| Excerpted records |
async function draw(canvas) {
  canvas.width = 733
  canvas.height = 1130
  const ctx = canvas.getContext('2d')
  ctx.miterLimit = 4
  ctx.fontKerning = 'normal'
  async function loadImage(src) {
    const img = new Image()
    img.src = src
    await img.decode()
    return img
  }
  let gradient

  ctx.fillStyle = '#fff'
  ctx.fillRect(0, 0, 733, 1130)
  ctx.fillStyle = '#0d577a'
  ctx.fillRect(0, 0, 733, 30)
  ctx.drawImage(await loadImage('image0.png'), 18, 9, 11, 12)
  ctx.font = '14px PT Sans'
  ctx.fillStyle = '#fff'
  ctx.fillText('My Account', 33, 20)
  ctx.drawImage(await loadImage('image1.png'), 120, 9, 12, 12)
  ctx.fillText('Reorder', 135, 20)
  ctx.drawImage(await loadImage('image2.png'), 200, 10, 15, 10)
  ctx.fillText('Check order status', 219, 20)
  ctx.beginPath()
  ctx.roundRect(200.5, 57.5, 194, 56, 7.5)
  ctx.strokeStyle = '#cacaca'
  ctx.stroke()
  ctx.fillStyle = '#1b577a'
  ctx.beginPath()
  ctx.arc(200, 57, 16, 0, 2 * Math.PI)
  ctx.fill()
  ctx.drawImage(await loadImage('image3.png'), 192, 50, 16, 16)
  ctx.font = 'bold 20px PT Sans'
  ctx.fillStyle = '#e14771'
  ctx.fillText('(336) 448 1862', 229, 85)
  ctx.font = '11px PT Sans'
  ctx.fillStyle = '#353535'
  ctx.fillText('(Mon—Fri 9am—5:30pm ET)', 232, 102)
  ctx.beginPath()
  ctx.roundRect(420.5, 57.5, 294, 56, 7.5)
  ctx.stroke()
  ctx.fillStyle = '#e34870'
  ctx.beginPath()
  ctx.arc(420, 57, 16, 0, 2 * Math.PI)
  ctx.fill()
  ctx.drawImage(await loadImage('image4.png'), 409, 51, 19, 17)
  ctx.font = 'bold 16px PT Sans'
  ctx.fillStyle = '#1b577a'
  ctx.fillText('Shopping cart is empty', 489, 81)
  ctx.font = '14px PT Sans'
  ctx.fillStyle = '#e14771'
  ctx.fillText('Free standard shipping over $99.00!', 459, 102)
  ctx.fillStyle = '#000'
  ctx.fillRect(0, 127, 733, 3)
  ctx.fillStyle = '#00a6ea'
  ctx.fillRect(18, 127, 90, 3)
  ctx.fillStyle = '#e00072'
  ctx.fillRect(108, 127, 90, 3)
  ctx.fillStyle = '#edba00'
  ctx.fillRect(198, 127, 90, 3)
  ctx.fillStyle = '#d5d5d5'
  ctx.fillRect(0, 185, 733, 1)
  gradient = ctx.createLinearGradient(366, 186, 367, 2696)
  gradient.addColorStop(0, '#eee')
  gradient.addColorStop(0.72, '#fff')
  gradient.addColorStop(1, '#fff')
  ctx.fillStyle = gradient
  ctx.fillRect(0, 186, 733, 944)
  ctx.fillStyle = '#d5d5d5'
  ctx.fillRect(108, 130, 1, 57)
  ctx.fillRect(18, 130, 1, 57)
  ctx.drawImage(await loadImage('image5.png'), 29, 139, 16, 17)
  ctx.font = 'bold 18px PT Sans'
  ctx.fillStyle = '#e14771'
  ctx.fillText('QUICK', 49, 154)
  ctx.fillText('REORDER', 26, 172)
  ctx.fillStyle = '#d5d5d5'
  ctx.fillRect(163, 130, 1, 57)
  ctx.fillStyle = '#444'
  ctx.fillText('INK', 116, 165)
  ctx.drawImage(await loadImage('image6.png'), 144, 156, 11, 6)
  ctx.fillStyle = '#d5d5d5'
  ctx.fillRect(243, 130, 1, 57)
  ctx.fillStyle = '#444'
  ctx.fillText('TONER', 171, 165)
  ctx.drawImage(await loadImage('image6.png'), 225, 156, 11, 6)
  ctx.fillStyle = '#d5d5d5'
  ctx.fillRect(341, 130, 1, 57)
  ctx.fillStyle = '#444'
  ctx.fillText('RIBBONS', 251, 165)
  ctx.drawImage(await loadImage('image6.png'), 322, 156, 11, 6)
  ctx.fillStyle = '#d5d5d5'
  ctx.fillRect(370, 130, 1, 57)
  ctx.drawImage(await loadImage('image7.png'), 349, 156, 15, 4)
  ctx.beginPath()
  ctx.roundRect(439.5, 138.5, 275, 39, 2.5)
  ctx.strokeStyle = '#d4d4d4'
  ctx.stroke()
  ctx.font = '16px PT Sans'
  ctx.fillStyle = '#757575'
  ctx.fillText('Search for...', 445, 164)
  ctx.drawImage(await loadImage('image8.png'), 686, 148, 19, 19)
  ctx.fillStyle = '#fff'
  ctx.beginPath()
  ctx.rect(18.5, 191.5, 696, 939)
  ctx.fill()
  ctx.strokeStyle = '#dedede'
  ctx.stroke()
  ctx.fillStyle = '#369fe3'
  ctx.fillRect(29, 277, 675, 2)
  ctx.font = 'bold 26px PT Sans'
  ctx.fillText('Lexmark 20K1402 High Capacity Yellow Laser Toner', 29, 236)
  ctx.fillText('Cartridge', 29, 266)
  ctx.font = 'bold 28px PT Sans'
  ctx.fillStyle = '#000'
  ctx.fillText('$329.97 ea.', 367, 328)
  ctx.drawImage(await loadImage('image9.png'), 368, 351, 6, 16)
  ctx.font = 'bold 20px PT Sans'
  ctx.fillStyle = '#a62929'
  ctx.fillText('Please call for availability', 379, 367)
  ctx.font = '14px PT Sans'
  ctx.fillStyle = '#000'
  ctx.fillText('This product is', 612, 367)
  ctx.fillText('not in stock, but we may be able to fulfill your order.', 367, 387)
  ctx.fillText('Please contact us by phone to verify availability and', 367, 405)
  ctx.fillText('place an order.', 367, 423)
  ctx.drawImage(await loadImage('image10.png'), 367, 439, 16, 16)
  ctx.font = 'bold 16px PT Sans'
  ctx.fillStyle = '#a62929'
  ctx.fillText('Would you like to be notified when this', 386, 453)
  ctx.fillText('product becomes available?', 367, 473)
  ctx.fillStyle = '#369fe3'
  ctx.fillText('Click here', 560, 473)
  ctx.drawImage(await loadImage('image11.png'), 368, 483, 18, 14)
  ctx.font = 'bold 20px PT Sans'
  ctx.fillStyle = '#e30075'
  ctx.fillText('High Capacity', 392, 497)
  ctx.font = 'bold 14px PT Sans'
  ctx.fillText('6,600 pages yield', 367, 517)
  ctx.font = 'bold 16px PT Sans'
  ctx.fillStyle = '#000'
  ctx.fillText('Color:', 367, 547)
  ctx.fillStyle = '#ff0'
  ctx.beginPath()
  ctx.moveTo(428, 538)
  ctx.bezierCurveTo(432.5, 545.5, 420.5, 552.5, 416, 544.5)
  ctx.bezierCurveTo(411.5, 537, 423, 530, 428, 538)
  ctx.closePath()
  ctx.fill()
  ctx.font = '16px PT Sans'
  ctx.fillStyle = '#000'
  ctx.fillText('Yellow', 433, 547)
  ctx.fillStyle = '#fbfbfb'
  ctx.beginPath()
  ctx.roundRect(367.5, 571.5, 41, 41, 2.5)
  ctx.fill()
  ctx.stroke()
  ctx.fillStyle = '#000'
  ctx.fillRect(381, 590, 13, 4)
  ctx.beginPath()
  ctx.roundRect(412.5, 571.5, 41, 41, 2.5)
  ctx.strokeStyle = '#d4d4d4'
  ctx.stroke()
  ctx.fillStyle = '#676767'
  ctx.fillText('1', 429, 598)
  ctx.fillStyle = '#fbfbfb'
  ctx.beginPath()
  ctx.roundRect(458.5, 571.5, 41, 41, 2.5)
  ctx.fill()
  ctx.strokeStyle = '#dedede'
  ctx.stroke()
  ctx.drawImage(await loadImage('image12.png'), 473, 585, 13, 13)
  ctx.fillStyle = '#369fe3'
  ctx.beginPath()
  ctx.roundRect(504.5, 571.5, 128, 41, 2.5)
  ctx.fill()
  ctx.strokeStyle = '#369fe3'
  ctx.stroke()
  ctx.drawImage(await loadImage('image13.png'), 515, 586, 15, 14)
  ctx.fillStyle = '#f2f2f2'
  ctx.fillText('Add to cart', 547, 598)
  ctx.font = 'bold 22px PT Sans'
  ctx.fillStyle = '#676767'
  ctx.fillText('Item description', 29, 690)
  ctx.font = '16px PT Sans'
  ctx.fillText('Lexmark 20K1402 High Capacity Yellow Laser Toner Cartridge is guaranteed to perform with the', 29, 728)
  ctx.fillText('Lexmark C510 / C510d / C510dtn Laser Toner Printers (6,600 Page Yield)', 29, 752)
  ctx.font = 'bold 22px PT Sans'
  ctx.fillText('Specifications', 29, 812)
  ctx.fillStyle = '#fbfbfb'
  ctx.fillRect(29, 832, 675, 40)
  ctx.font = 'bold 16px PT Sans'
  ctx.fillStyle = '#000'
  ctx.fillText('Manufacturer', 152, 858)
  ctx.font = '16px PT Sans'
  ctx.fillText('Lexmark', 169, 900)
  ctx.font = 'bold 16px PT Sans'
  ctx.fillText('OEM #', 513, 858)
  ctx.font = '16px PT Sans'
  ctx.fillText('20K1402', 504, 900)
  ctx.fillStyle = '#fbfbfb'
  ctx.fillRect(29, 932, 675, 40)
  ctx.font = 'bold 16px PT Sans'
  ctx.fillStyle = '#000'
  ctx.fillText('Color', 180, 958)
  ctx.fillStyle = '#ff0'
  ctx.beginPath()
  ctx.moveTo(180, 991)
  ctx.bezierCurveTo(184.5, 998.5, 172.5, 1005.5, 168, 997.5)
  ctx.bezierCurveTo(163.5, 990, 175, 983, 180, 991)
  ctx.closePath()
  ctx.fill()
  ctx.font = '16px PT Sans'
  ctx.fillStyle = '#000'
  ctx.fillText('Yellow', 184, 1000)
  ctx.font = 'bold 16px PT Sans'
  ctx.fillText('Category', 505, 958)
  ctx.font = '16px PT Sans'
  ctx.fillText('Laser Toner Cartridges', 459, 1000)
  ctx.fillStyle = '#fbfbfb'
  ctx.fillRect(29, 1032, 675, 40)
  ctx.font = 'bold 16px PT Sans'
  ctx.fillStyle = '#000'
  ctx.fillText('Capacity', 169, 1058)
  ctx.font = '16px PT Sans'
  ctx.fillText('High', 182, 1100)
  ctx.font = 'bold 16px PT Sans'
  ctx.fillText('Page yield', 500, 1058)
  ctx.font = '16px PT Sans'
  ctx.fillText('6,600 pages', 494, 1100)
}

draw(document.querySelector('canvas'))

--

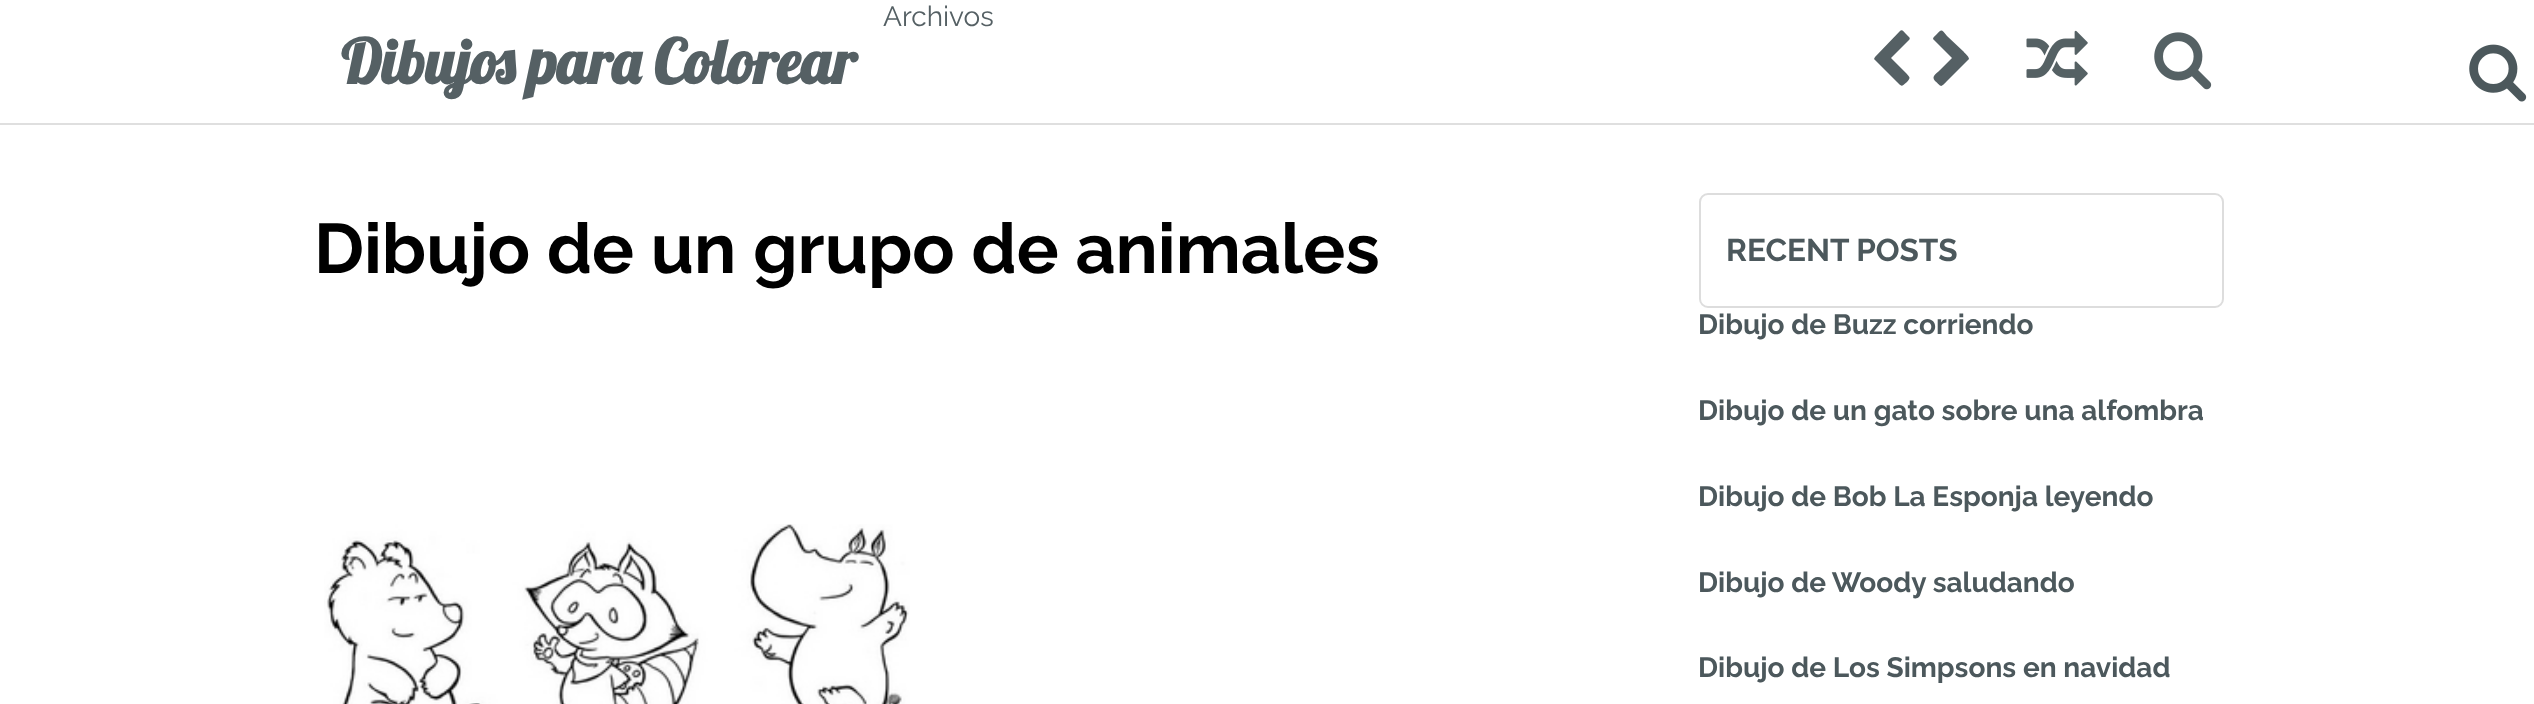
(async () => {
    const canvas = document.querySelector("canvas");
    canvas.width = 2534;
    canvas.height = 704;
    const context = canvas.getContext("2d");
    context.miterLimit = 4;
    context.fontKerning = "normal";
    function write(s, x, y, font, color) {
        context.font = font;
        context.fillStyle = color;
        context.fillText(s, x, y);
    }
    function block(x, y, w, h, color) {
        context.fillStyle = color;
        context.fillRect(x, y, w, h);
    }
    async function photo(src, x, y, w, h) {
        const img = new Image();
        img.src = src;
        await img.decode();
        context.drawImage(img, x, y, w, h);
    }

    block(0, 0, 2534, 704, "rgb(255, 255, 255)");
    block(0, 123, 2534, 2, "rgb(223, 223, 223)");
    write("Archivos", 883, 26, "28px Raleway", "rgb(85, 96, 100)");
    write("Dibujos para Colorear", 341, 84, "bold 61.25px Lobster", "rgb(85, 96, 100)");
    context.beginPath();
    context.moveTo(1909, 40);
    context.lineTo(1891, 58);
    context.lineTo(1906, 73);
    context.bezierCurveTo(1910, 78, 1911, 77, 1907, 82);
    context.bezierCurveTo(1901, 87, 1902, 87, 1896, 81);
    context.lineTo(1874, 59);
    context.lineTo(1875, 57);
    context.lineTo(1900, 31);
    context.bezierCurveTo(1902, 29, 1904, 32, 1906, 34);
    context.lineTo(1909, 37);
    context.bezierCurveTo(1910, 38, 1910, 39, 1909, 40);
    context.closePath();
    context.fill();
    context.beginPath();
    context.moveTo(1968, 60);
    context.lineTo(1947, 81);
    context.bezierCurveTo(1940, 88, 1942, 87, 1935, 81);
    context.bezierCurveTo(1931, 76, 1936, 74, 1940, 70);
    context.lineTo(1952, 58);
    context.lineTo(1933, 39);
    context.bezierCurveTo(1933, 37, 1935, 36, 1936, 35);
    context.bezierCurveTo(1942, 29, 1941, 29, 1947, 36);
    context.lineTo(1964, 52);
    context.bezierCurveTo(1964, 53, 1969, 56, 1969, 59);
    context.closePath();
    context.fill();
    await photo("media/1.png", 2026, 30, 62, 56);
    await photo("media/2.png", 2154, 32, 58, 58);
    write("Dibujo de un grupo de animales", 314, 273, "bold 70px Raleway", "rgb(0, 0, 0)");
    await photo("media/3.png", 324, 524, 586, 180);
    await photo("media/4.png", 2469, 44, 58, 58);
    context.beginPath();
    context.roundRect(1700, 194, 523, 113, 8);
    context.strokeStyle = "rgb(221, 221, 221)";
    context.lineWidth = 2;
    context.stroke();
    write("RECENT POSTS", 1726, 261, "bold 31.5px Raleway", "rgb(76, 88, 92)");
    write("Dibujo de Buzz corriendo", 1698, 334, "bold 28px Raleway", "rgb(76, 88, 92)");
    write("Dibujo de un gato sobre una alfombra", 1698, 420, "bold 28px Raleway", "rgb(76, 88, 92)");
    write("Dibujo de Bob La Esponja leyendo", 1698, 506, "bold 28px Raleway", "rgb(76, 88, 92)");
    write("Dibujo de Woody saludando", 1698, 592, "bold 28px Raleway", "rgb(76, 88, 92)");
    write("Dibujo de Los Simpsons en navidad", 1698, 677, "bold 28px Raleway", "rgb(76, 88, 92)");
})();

| What you have to do |
Which lines in the records above contain the word "normal"? Copy each one.

| Problem solution |
  ctx.fontKerning = 'normal'
    context.fontKerning = "normal";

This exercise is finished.